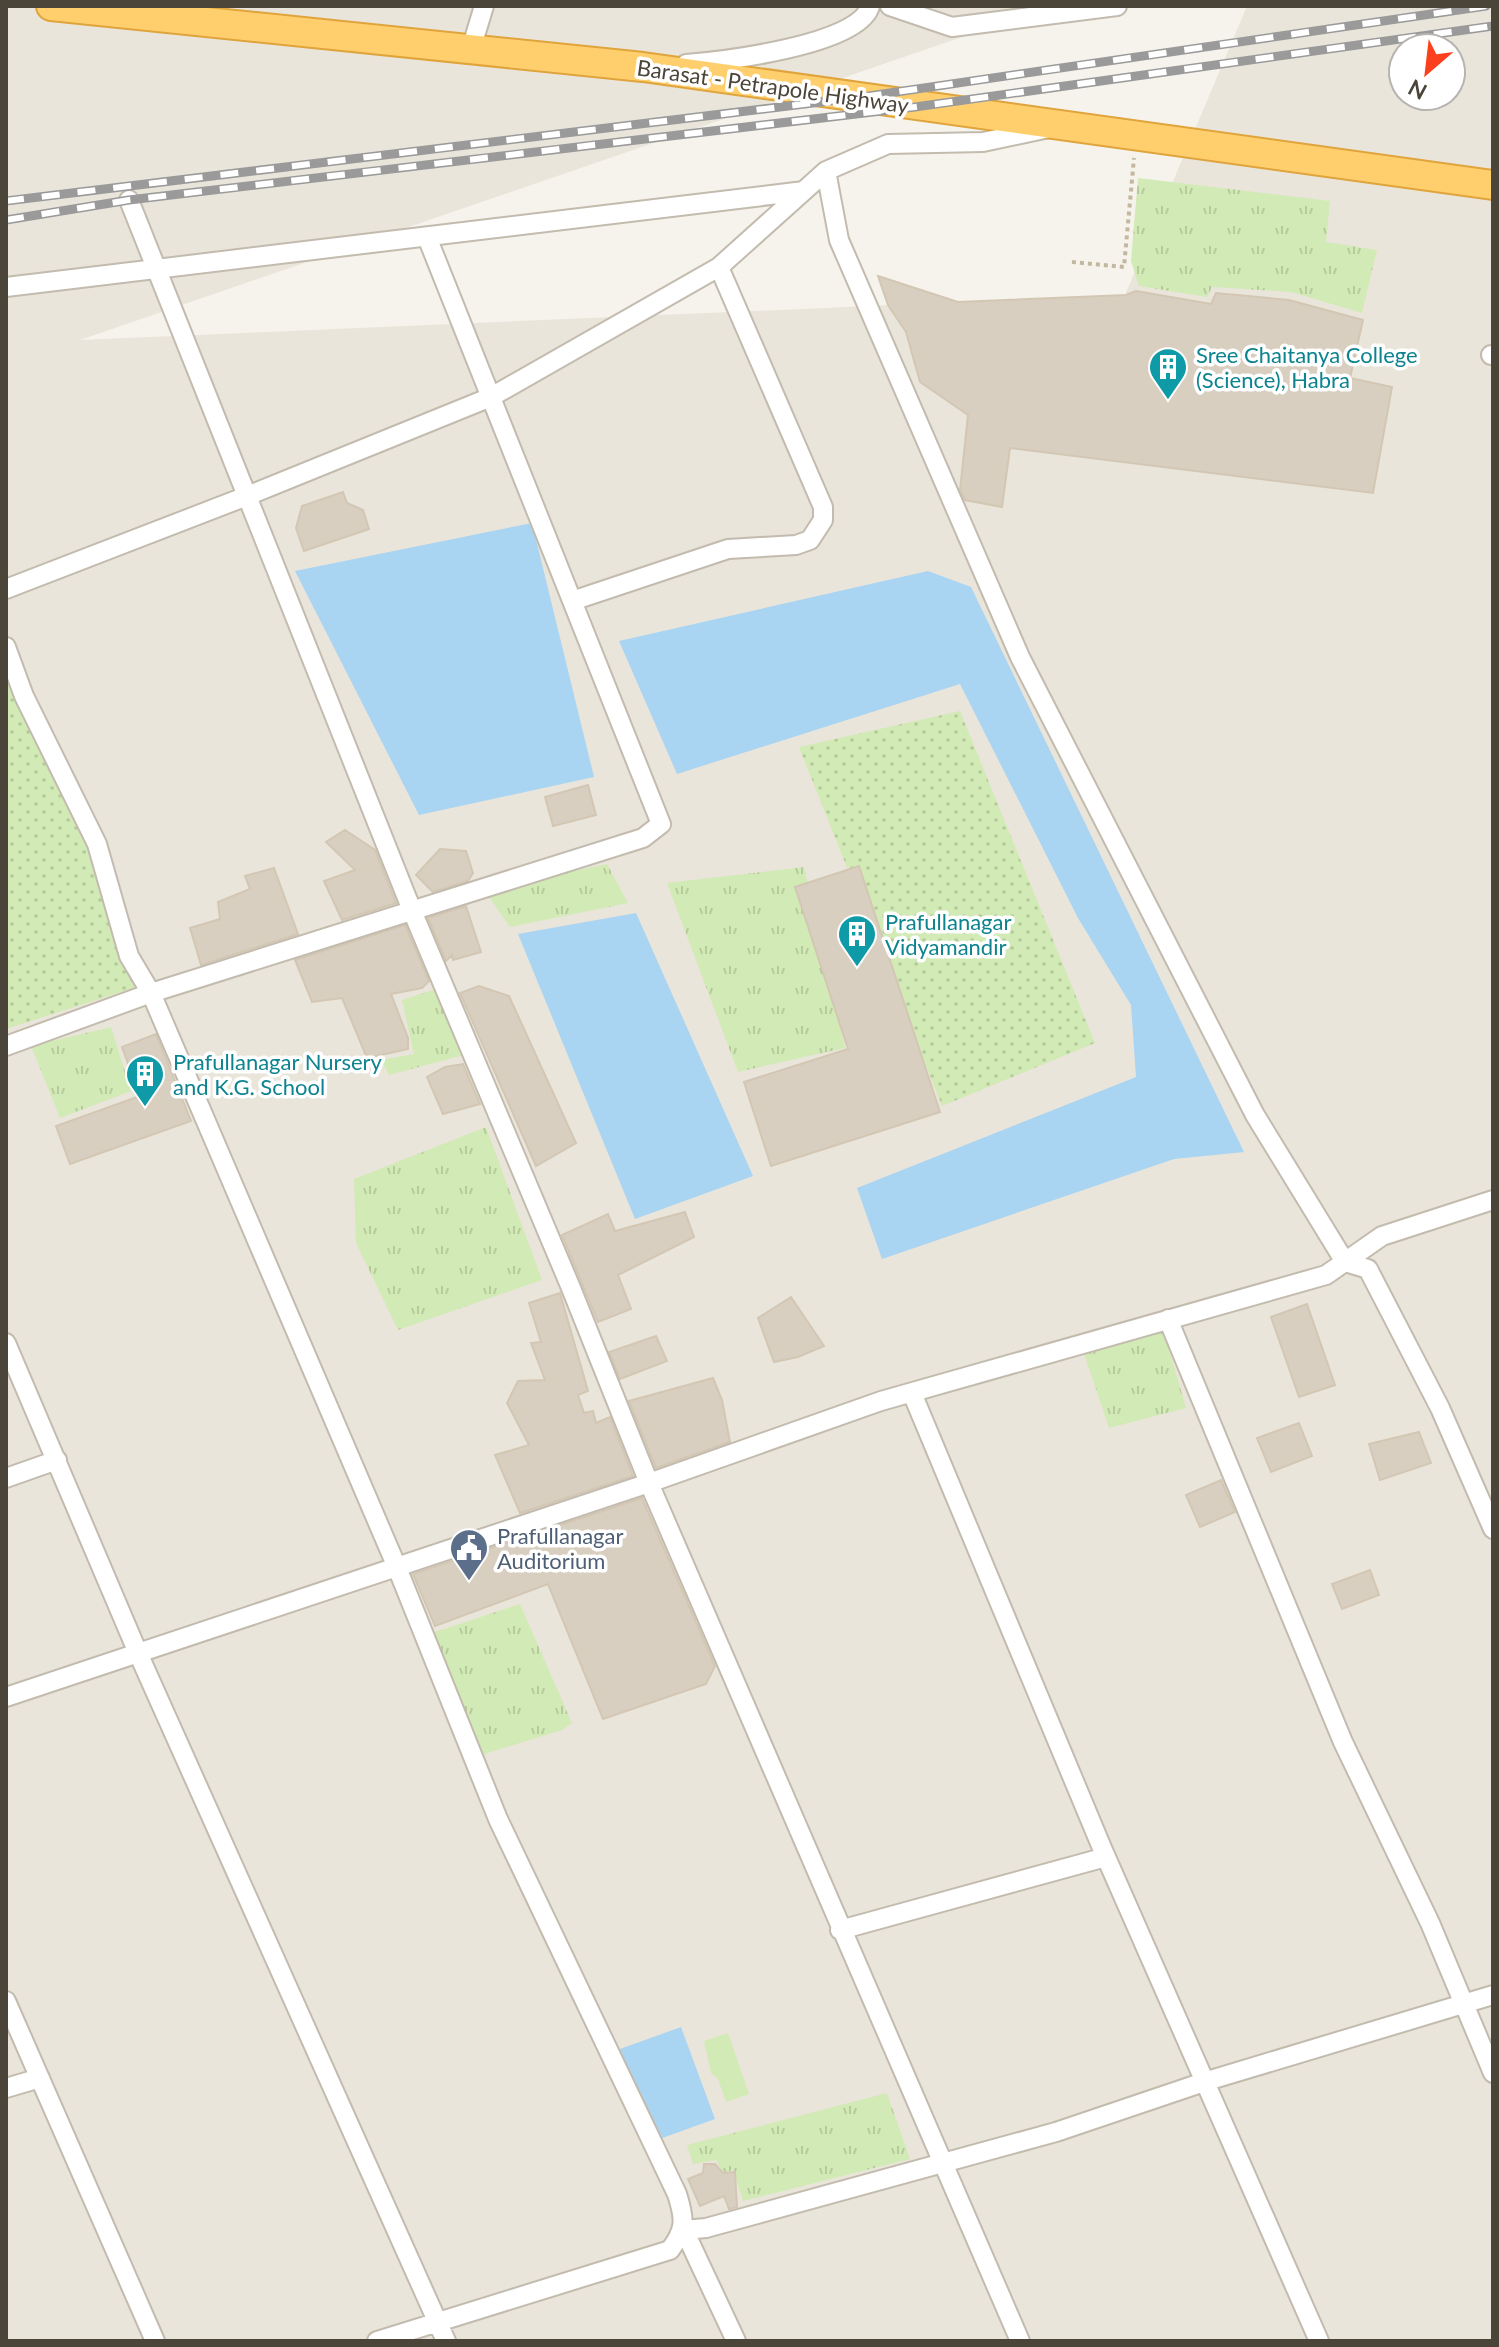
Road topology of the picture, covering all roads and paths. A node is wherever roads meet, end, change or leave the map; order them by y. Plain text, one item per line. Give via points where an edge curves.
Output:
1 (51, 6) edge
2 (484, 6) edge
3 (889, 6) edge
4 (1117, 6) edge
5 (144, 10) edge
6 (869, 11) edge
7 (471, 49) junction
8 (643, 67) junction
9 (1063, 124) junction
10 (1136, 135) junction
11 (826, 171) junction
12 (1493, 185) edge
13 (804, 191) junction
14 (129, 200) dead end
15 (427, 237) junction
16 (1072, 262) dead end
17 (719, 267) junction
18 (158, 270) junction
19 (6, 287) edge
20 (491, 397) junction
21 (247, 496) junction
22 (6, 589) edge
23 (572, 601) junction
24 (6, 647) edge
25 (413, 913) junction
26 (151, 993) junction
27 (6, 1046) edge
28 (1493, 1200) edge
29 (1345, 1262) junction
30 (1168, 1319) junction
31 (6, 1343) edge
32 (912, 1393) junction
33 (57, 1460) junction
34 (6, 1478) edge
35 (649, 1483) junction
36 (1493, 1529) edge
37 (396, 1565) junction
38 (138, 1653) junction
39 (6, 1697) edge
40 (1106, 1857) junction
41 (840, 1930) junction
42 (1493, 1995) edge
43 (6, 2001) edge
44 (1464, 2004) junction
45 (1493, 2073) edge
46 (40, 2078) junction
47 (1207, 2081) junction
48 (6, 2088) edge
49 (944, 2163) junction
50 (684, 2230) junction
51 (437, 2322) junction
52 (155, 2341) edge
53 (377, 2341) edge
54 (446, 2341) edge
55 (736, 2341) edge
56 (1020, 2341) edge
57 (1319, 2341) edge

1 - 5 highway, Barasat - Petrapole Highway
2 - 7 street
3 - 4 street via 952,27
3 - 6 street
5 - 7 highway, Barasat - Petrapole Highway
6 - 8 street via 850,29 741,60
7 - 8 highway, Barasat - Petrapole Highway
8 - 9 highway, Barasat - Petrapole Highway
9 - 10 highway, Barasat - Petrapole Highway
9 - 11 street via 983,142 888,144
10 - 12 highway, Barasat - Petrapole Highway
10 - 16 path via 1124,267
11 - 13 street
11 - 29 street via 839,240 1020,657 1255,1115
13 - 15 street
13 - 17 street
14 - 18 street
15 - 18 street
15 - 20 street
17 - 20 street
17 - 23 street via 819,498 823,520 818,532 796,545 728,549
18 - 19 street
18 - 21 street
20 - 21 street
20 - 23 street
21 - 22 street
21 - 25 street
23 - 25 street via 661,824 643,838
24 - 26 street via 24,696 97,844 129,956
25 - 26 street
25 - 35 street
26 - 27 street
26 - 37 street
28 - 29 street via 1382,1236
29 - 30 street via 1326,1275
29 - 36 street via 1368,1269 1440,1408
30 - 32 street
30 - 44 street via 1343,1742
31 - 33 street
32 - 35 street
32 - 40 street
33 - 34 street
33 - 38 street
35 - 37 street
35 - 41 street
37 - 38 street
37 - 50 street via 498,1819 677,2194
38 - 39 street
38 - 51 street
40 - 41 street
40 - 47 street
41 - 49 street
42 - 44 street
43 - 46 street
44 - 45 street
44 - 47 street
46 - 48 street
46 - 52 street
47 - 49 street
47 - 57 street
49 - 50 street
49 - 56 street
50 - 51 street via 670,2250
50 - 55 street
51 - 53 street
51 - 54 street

**Activity**
Filter the entries and copy each line with "highway".

**Reply to the exercise**
1 - 5 highway, Barasat - Petrapole Highway
5 - 7 highway, Barasat - Petrapole Highway
7 - 8 highway, Barasat - Petrapole Highway
8 - 9 highway, Barasat - Petrapole Highway
9 - 10 highway, Barasat - Petrapole Highway
10 - 12 highway, Barasat - Petrapole Highway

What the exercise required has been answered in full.